Пока Богарт соглашался с наставлениями, которые давал ему шофер, я наблюдал, как разбегались в разные стороны шумные лондонские улицы, подобно ребятишкам, уставшим от ежедневных родительских ссор. Перед моим взором проплывали парки, обширные, как воинские кладбища, повороты дорог и пьедесталы, на которых бедняки выкрикивали названия газет с предложениями работы, становившиеся все более широкими проспекты и предместья, которые предвещали близость маргинальных территорий. Вдруг сгустился туман, и я с удивлением заметил, что это скорее тепло моего дыхания, согревавшее оконное стекло, что превращало этот город в место съемок плохого импрессионистского фильма. Я почувствовал, что таким образом страх выражается через дыхание, которое уже будто бы не принадлежало мне, как если бы я стоял на грани перевоплощения в другое покинутое жизнью тело, и все остальное уже не имело для меня большого значения. Когда здания начали повторяться с монотонной настойчивостью, мне захотелось поверить, что такси кружит специально для того, чтобы сбить меня с толку, но подобные мысли вскоре покинули меня, уступив место дерзким фантазиям, при помощи которых мое литературное воображение пыталось дать мне напрасные надежды. Иногда я казался себе умершим, похожим на привидение, которое подчеркивало нереальность существования тех, кто идет по жизни, совершая в соответствии с заключенным контрактом по велению режиссера действия, необходимые для заполнения кратких каждодневных сцен.

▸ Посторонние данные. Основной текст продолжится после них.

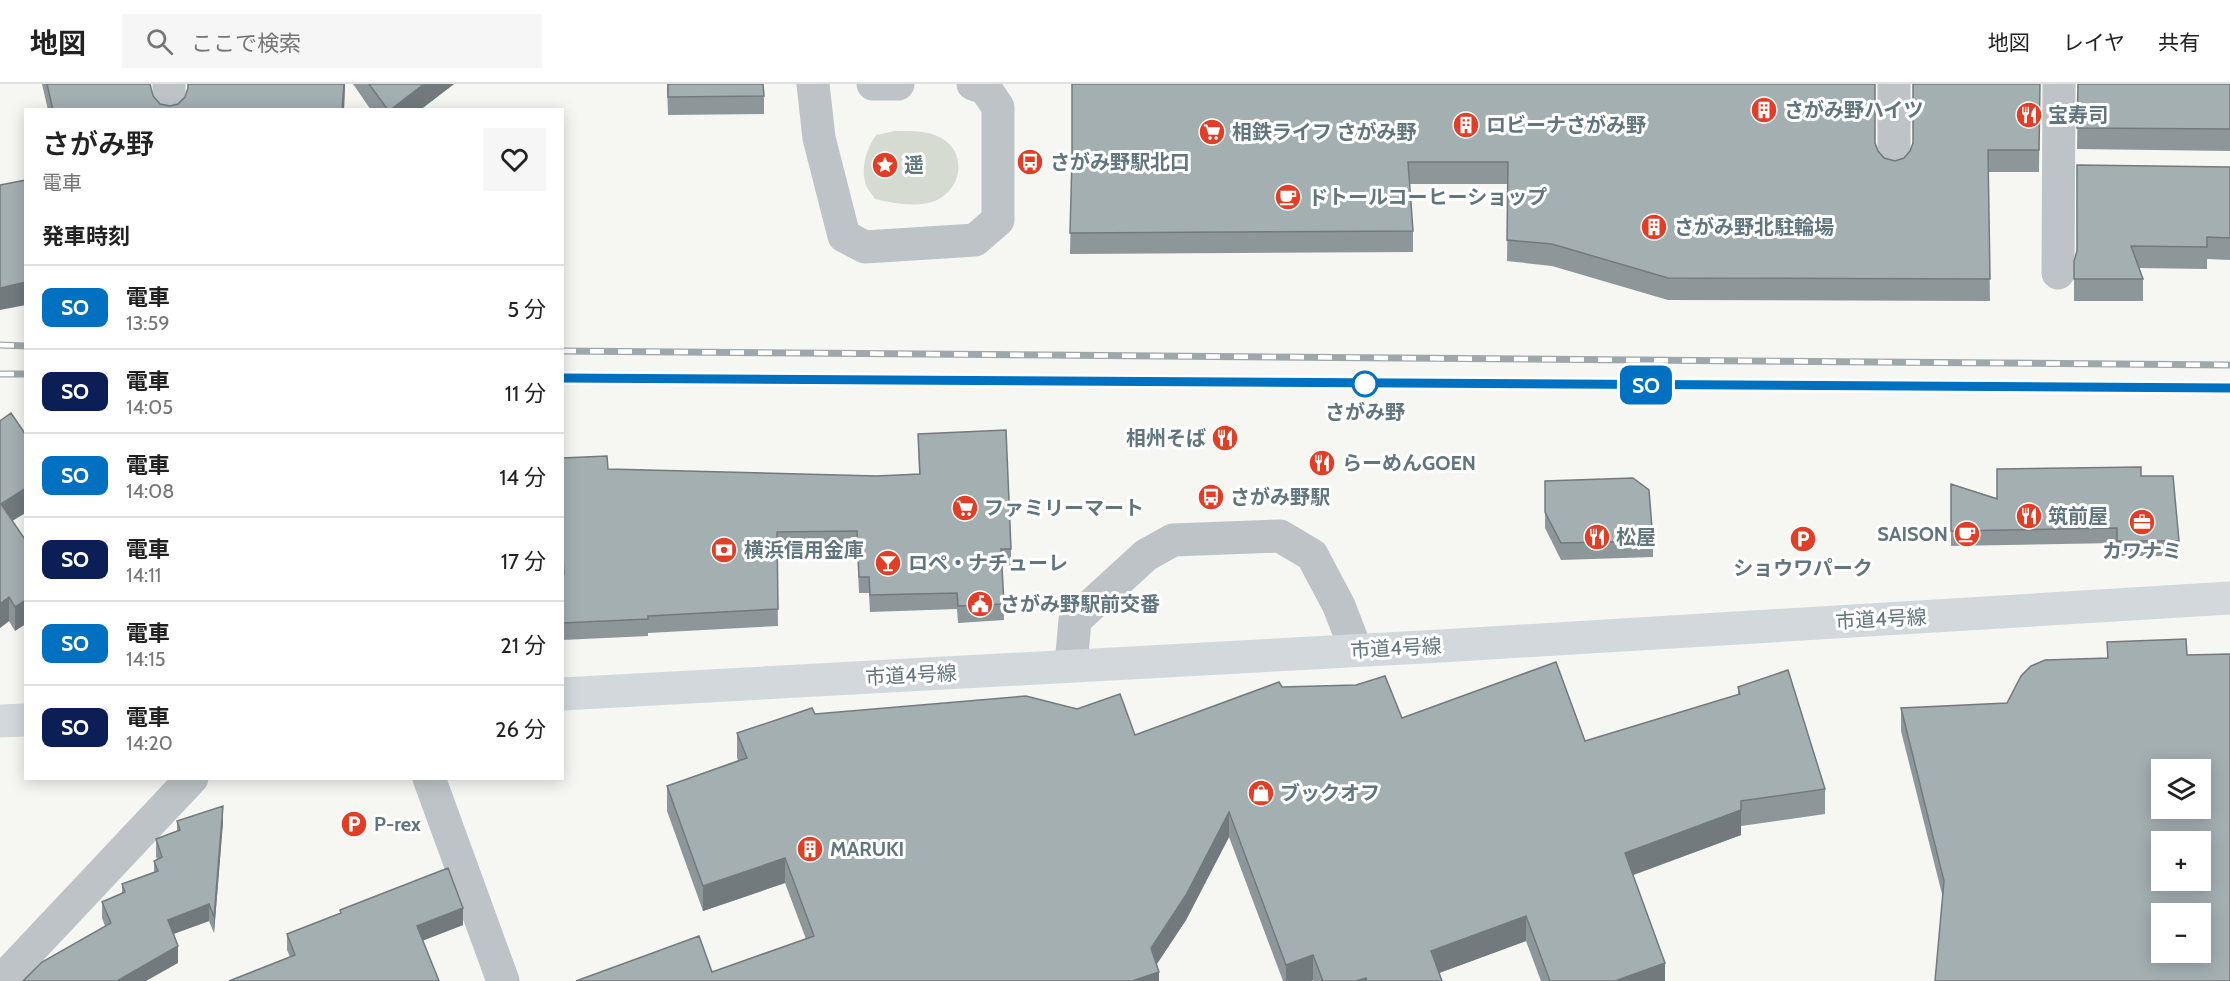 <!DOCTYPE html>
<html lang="ja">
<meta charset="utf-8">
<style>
:root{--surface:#fff;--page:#f6f6f6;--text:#222;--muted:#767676;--line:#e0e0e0}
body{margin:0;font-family:Cabin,"Noto Sans JP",sans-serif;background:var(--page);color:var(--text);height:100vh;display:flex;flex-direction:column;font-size:22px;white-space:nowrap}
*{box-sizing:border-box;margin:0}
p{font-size:20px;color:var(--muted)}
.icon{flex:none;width:33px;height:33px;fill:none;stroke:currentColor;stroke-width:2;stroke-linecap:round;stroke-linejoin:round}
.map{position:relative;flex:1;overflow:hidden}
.drawer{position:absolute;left:24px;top:24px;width:540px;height:672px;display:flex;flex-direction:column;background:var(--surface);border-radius:0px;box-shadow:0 3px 15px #0003}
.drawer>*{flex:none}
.badge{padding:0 12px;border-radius:9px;font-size:21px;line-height:39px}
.buttons{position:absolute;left:2151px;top:675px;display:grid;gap:12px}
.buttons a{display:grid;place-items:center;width:60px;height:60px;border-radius:0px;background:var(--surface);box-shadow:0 3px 15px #0003;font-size:30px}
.map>.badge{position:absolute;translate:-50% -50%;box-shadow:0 0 0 3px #fff}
h2{padding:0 18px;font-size:22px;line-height:54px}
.round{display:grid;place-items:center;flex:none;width:63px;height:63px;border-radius:0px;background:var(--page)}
.summary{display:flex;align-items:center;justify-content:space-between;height:102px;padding:0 18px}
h1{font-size:28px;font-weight:600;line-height:45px}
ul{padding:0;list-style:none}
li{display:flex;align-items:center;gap:18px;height:84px;padding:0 18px;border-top:2px solid var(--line)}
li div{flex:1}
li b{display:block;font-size:22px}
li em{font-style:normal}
li .badge{min-width:66px;font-weight:700;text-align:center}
header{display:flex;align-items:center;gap:36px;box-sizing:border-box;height:84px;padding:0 30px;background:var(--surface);border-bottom:2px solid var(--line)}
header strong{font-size:28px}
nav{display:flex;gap:33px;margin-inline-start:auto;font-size:21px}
.search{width:420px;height:54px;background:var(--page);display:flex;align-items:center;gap:15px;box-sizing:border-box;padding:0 21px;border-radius:0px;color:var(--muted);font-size:22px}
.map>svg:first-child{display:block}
.green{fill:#d6dbd2}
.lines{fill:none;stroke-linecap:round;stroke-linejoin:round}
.street{stroke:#bdc3c6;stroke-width:33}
.secondary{stroke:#d2d8db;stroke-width:33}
.rail-casing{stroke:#9ea7ab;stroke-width:7}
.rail{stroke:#fff;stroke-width:4.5;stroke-dasharray:14;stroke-linecap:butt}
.wall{fill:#8d9699}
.shaded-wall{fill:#737a7d}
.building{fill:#a4afb2;stroke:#737a7d;stroke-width:1.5;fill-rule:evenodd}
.line-casing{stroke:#fff;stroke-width:14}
.line{stroke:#0071c1;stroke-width:9}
.stop-dot{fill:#fff;stroke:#0071c1;stroke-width:3}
.labels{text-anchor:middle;stroke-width:6;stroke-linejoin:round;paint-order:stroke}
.poi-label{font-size:20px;font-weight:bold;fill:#61757e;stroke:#fff;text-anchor:start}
.stop-label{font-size:20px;font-weight:bold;fill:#61757e;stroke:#fff}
.street-label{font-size:20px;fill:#61757e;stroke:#fff}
</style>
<header>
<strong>地図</strong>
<div class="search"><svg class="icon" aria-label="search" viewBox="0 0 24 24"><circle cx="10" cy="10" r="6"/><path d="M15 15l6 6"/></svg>ここで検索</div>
<nav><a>地図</a><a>レイヤ</a><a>共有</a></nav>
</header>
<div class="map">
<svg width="2230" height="897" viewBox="0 0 2230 897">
<rect width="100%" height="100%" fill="#f6f6f3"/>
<path class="green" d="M 895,47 C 909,47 923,46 937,52 C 967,64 965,104 935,117 C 918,124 892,119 875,115 C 872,110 866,104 865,98 C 861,82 867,64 876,51 Z"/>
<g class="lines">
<path class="street" d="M 813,0 L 819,54 L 844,152 L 865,163 L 975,156 L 998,136 L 998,23 L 985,4 L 973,0
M 873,0 L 898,0
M 1894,0 L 1894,80
M 169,26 L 169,0
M 2058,189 L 2059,0
M 1071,581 L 1075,536 L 1146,471 L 1173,456 L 1280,452 L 1312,471 L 1339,522 L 1356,566
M 429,694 L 503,897
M 1,897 L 192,694"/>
<path class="secondary" d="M 562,610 L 1441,562 L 2230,514
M 0,637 L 26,636"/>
<defs>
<path id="rail" d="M 0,261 L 26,262
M 562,267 L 2230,281
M 0,290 L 26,290
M 562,294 L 2230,304"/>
</defs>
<use href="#rail" class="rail-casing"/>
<use href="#rail" class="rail"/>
</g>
<path class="wall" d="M 42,0 L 150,0 L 153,12 L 160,20 L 170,22 L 178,20 L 185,13 L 188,4 L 188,0 L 345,0 L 344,26 L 48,26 Z
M 353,0 L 454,0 L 420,26 L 371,26 Z
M 667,0 L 764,12 L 764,30 L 668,31 Z
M 2040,0 L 2039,88 L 1988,88 L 1990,217 L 1668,216 L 1552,182 L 1507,177 L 1508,100 L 1409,100 L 1413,147 L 1413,168 L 1070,170 L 1072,79 L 1875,59 L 1878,67 L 1884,74 L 1895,77 L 1904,74 Z
M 2078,0 L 2230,0 L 2230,67 L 2077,65 Z
M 2230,83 L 2230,176 L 2207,175 L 2207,185 L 2139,184 L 2143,195 L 2143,217 L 2074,217 L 2074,177 Z
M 0,337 L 26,351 L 26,429 L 12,437 L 26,457 L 15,547 L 9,537 L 0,544 Z
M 918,350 L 1011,465 L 1011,481 L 1002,482 L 1004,536 L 958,539 L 957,525 L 870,528 L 869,509 L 859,509 L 857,464 L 777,465 L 778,542 L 648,549 L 648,552 L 562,556 L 562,374 L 608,385 L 877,392 L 919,390 Z
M 2141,392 L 2179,457 L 2179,472 L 2117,472 L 2117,459 L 1951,462 L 1951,400 L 1997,414 Z
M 1545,397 L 1653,457 L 1653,473 L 1561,476 L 1545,444 Z
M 2186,555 L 1943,814 L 1901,647 L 1901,624 L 2007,619 L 2107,574 L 2107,558 Z
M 1282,603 L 1402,634 L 1585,657 L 1738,611 L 1738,603 L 1825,705 L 1825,730 L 1741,742 L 1741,751 L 1633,791 L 1665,897 L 1541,897 L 1526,857 L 1439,889 L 1442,897 L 1313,897 L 1313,896 L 1311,897 L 1283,897 L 1229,753 L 1186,836 L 1156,881 L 1159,897 L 712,888 L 806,855 L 785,799 L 703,827 L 667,727 L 667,702 L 738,676 L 737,674 L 737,649 L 815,630 L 1135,651 Z
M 177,737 L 223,738 L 214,849 L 209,837 L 173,850 L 178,879 L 105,842 L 102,834 L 102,818 L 122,810 L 122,800 L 154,788 L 154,777 L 157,775 L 156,772 L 156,755 L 177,747 Z
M 340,826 L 463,841 L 423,856 L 290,873 L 287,866 L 287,850 L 340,830 Z"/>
<path class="shaded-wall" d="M 344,0 L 345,0 L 344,26 L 342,26 Z
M 424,0 L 454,0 L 420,26 L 390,26 Z
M 26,198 L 26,221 L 0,226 L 0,204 Z
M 26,404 L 26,428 L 1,444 L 1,420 Z
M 9,513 L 9,537 L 0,544 L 0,520 Z
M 26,516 L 26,540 L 15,547 L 15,523 Z
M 223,722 L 223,738 L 214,849 L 214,833 Z
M 1741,726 L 1741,751 L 1625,794 L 1625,769 Z
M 1229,728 L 1229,753 L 1186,836 L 1151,889 L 1151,864 Z
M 785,774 L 785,799 L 703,827 L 703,802 Z
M 209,820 L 209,837 L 168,852 L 168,836 Z
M 463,824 L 463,841 L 417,859 L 417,842 Z
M 1526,832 L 1526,857 L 1431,892 L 1431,867 Z
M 178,862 L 178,879 L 146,897 L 117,897 Z
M 1313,871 L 1313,896 L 1311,897 L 1286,897 L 1286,881 Z
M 1665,879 L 1665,897 L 1615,897 Z
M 1159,888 L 1159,897 L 1132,897 Z
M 1366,894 L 1366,897 L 1356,897 Z"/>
<path class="building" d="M 47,0 L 150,0 L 153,12 L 160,20 L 170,22 L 178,20 L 185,13 L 188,4 L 188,0 L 344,0 L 342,26 L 53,26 Z
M 369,0 L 424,0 L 390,26 L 388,26 Z
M 668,0 L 763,0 L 764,12 L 668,13 Z
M 1072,0 L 1875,0 L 1875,59 L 1878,67 L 1884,74 L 1895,77 L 1904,74 L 1910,67 L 1913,59 L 1913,0 L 2040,0 L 2039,66 L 1988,66 L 1990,195 L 1668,194 L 1552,160 L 1507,156 L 1508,78 L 1408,78 L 1413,147 L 1070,149 L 1072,75 Z
M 2078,0 L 2230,0 L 2230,45 L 2077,44 Z
M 2077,81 L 2230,83 L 2230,154 L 2207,153 L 2207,163 L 2131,162 L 2143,195 L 2074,195 L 2074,177 L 2077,167 Z
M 26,96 L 26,198 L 0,204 L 0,101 Z
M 11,329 L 26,351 L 26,404 L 1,420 L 26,457 L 26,516 L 15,523 L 9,513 L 0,520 L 0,337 Z
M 1006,346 L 1011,465 L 1001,465 L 1004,520 L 958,522 L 957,509 L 870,511 L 869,493 L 859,493 L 857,447 L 777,448 L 778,525 L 648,532 L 648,535 L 562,539 L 562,490 L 564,490 L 562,459 L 562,374 L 607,372 L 608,385 L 877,392 L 920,390 L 918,350 Z
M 2141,383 L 2141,392 L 2173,392 L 2179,457 L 2117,457 L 2117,444 L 1951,447 L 1951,400 L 1997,415 L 1997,385 Z
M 1633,394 L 1649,406 L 1653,457 L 1561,459 L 1545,428 L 1545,397 Z
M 2186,555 L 2187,571 L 2230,570 L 2230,897 L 1935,897 L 1944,797 L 1901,624 L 2007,619 L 2021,592 L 2031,582 L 2045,576 L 2108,574 L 2107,558 ZM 2162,686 L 2200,686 L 2200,724 L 2162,724 ZM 2162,758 L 2200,758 L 2200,796 L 2162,796 ZM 2162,830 L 2200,830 L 2200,868 L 2162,868 Z
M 1556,578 L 1585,657 L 1740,610 L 1738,603 L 1788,586 L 1825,705 L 1741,717 L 1741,726 L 1625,769 L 1665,879 L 1615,897 L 1550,897 L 1526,832 L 1431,867 L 1442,897 L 1367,897 L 1366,894 L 1356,897 L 1323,897 L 1313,871 L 1286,881 L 1229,728 L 1186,811 L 1151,864 L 1159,888 L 1132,897 L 576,897 L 699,852 L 712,888 L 814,852 L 785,774 L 703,802 L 667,702 L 747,674 L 737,649 L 812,624 L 815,630 L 1026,612 L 1077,625 L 1120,610 L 1135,651 L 1279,598 L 1282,603 L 1356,601 L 1385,592 L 1402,634 Z
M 223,722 L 214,833 L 209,820 L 168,836 L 178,862 L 117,897 L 23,897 L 42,878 L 111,839 L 102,818 L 125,808 L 122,800 L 158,787 L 154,777 L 162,773 L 156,755 L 180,746 L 177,737 Z
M 448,784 L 463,824 L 417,842 L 439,897 L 229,897 L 295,871 L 287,850 L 341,829 L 340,826 Z"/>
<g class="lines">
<defs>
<path id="line" d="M 562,294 L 2230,304"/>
</defs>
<use href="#line" class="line-casing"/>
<use href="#line" class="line"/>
</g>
<defs>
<symbol id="building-disc" viewBox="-11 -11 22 22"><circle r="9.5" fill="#e33d26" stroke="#fff"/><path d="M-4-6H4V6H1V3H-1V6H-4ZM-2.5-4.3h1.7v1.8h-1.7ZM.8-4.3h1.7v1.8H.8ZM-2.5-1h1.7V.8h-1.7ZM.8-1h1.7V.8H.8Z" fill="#fff"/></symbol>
<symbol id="restaurant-disc" viewBox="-11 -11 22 22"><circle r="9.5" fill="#e33d26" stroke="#fff"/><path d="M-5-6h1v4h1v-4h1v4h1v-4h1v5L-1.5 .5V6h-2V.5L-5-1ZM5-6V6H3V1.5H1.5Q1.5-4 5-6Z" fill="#fff"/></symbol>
<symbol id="supermarket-disc" viewBox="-11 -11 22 22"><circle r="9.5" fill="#e33d26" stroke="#fff"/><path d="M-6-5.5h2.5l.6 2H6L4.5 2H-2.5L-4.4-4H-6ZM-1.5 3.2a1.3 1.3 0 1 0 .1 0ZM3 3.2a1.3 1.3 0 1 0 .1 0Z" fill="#fff"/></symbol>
<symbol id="bus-disc" viewBox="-11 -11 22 22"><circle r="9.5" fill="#e33d26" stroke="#fff"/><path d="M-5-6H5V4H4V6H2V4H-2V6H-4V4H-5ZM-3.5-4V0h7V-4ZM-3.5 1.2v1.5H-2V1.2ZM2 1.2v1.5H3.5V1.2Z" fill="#fff"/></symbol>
<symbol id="sight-disc" viewBox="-11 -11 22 22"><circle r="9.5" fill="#e33d26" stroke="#fff"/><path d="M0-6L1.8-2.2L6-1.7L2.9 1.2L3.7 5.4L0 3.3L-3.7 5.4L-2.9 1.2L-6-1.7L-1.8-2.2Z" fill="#fff"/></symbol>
<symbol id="cafe-disc" viewBox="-11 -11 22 22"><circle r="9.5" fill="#e33d26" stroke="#fff"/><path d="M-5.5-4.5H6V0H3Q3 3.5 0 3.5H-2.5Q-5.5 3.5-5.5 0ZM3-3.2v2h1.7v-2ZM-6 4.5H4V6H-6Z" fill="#fff"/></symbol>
<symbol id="office-disc" viewBox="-11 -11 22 22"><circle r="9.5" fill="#e33d26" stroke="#fff"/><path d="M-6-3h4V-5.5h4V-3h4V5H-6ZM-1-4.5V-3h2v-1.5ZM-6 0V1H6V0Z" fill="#fff"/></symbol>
<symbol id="parking-disc" viewBox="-11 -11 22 22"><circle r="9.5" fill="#e33d26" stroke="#fff"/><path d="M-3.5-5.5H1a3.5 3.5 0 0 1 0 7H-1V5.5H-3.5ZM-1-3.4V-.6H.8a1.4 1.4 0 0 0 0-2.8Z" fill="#fff"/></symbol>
<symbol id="bank-disc" viewBox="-11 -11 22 22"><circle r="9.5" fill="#e33d26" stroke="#fff"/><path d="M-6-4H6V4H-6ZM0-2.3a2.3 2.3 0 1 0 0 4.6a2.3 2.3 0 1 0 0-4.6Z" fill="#fff"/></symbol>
<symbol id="bar-disc" viewBox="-11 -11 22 22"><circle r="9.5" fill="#e33d26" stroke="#fff"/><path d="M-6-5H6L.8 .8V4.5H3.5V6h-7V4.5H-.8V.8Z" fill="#fff"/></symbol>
<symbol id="civic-disc" viewBox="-11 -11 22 22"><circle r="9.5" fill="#e33d26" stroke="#fff"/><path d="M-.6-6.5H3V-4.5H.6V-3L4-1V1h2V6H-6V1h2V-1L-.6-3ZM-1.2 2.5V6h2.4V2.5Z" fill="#fff"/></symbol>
<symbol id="shop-disc" viewBox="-11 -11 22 22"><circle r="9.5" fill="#e33d26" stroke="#fff"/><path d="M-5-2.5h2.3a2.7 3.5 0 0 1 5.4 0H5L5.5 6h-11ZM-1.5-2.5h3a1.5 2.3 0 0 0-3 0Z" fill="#fff"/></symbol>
</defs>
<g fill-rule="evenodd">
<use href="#building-disc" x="1749" y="11" width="30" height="30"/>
<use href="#restaurant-disc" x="2014" y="16" width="30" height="30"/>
<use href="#building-disc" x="1451" y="26" width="30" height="30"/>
<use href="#supermarket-disc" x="1197" y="33" width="30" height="30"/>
<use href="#bus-disc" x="1015" y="63" width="30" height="30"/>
<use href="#sight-disc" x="870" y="66" width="30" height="30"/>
<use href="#cafe-disc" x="1273" y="98" width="30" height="30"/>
<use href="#building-disc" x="1639" y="128" width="30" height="30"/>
<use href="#restaurant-disc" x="1210" y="339" width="30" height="30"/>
<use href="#restaurant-disc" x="1307" y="364" width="30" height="30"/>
<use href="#bus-disc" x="1196" y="398" width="30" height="30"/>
<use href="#supermarket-disc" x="950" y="409" width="30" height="30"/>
<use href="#restaurant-disc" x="2014" y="417" width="30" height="30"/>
<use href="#office-disc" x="2127" y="423" width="30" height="30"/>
<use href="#cafe-disc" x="1952" y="435" width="30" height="30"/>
<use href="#restaurant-disc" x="1582" y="438" width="30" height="30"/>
<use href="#parking-disc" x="1788" y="440" width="30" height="30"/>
<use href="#bank-disc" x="709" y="451" width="30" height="30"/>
<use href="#bar-disc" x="873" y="464" width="30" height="30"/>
<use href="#civic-disc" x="965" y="505" width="30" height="30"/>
<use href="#shop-disc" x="1246" y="694" width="30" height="30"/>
<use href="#parking-disc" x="339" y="725" width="30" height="30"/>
<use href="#building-disc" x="795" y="750" width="30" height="30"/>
</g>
<circle class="stop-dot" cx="1365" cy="300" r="12"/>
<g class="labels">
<g class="poi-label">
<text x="1784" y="33">さがみ野ハイツ</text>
<text x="2048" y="38">宝寿司</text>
<text x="1486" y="48">ロビーナさがみ野</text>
<text x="1232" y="55">相鉄ライフ さがみ野</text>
<text x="1050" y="85">さがみ野駅北口</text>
<text x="904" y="88">遥</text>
<text x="1308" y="120">ドトールコーヒーショップ</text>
<text x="1674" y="150">さがみ野北駐輪場</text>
<text x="1206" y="361" text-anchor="end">相州そば</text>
<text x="1342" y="386">らーめんGOEN</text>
<text x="1230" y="420">さがみ野駅</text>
<text x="984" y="431">ファミリーマート</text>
<text x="2048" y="439">筑前屋</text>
<text x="1948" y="457" text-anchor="end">SAISON</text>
<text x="1616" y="460">松屋</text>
<text x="744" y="473">横浜信用金庫</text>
<text x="2142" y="474" text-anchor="middle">カワナミ</text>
<text x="908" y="486">ロペ・ナチューレ</text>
<text x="1803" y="491" text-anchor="middle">ショウワパーク</text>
<text x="1000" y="527">さがみ野駅前交番</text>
<text x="1280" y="716">ブックオフ</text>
<text x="374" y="747">P-rex</text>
<text x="830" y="772">MARUKI</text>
</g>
<g class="stop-label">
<text x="1365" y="335">さがみ野</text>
</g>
<g class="street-label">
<text transform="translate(1881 535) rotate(-3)" y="7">市道4号線</text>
<text transform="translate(1396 564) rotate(-3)" y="7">市道4号線</text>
<text transform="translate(911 591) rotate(-3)" y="7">市道4号線</text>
</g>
</g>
</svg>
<div class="buttons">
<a><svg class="icon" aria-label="layers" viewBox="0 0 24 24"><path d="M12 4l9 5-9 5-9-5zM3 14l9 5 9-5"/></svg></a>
<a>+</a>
<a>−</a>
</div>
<b class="badge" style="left:1646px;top:301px;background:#0071c1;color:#fff">SO</b>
<section class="drawer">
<div class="summary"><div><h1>さがみ野</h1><p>電車</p></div><a class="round"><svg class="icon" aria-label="heart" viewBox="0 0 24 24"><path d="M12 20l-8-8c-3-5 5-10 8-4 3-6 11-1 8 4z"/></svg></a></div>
<h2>発車時刻</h2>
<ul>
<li><span class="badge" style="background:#0071c1;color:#fff">SO</span><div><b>電車</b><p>13:59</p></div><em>5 分</em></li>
<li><span class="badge" style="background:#0c1e56;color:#fff">SO</span><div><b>電車</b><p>14:05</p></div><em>11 分</em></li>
<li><span class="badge" style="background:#0071c1;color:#fff">SO</span><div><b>電車</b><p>14:08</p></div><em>14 分</em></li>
<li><span class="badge" style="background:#0c1e56;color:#fff">SO</span><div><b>電車</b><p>14:11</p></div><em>17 分</em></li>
<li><span class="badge" style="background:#0071c1;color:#fff">SO</span><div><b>電車</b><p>14:15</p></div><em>21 分</em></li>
<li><span class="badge" style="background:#0c1e56;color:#fff">SO</span><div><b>電車</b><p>14:20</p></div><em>26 分</em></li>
</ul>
</section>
</div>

Такси въехало наконец в район заброшенных участков и ветхих построек. Хотя ночь уже полностью скрыла пространство над нами, на мгновение я почувствовал, что нахожусь в том швейцарском вечере, когда Ремиджио Коссини, в другом городе и на другой дороге, сообщил мне о том, что судьба втянула нас в историю, эсхатологическая запутанность которой только сейчас достигла своих истинных размеров. Возможно, сам Богарт, или один из его многочисленных клонов, следовал за нами в тот день по пути с вокзала в машине, похожей на ту, которая сейчас везла нас по лондонским предместьям, в соответствии с приказами того, кто скрывался под личиной водителя, причем они оба считали, что путешественники, лица которых были едва знакомы им по фотографиям, очень скоро окажутся в их полном распоряжении, как если бы время, когда нас следовало уничтожить, текло наравне с нашими безуспешными попытками воспротивиться осуществлению их планов и было столь же кратким, как и мгновения, отпущенные тому, кого преследуют в доме с герметически закрытыми дверями и окнами.
Автомобиль остановился наконец у края дороги. Ночь поглощала небосвод с прожорливостью русской зимы, и образ Коссини затерялся в моей памяти под сумеречной мантией, которая покрывала его тело перед окном психиатрической лечебницы. Богарт немного выждал, прежде чем обратиться ко мне. Можно предположить, что в его беседе с водителем было что-то, что сместило на несколько миллиметров выражение уверенности и пресыщения в речи, которую он заготовил для меня за несколько месяцев до этого. В течение нескольких секунд он смотрел на меня как на того, о ком незадолго до этого ему сообщили как о незаконно проникшем в его владения человеке. В его взгляде мне удалось ощутить ту смесь любопытства и волнения, которую выражают своими глазами зрители оперы сразу же после того, как им объявили о том, что любимая ими оперная дива немного нездорова и ее заменит никому не известная, но многообещающая певица-сопрано, дебютирующая на этой сцене. Однако сомнение лишь на мгновение промелькнуло в его взгляде.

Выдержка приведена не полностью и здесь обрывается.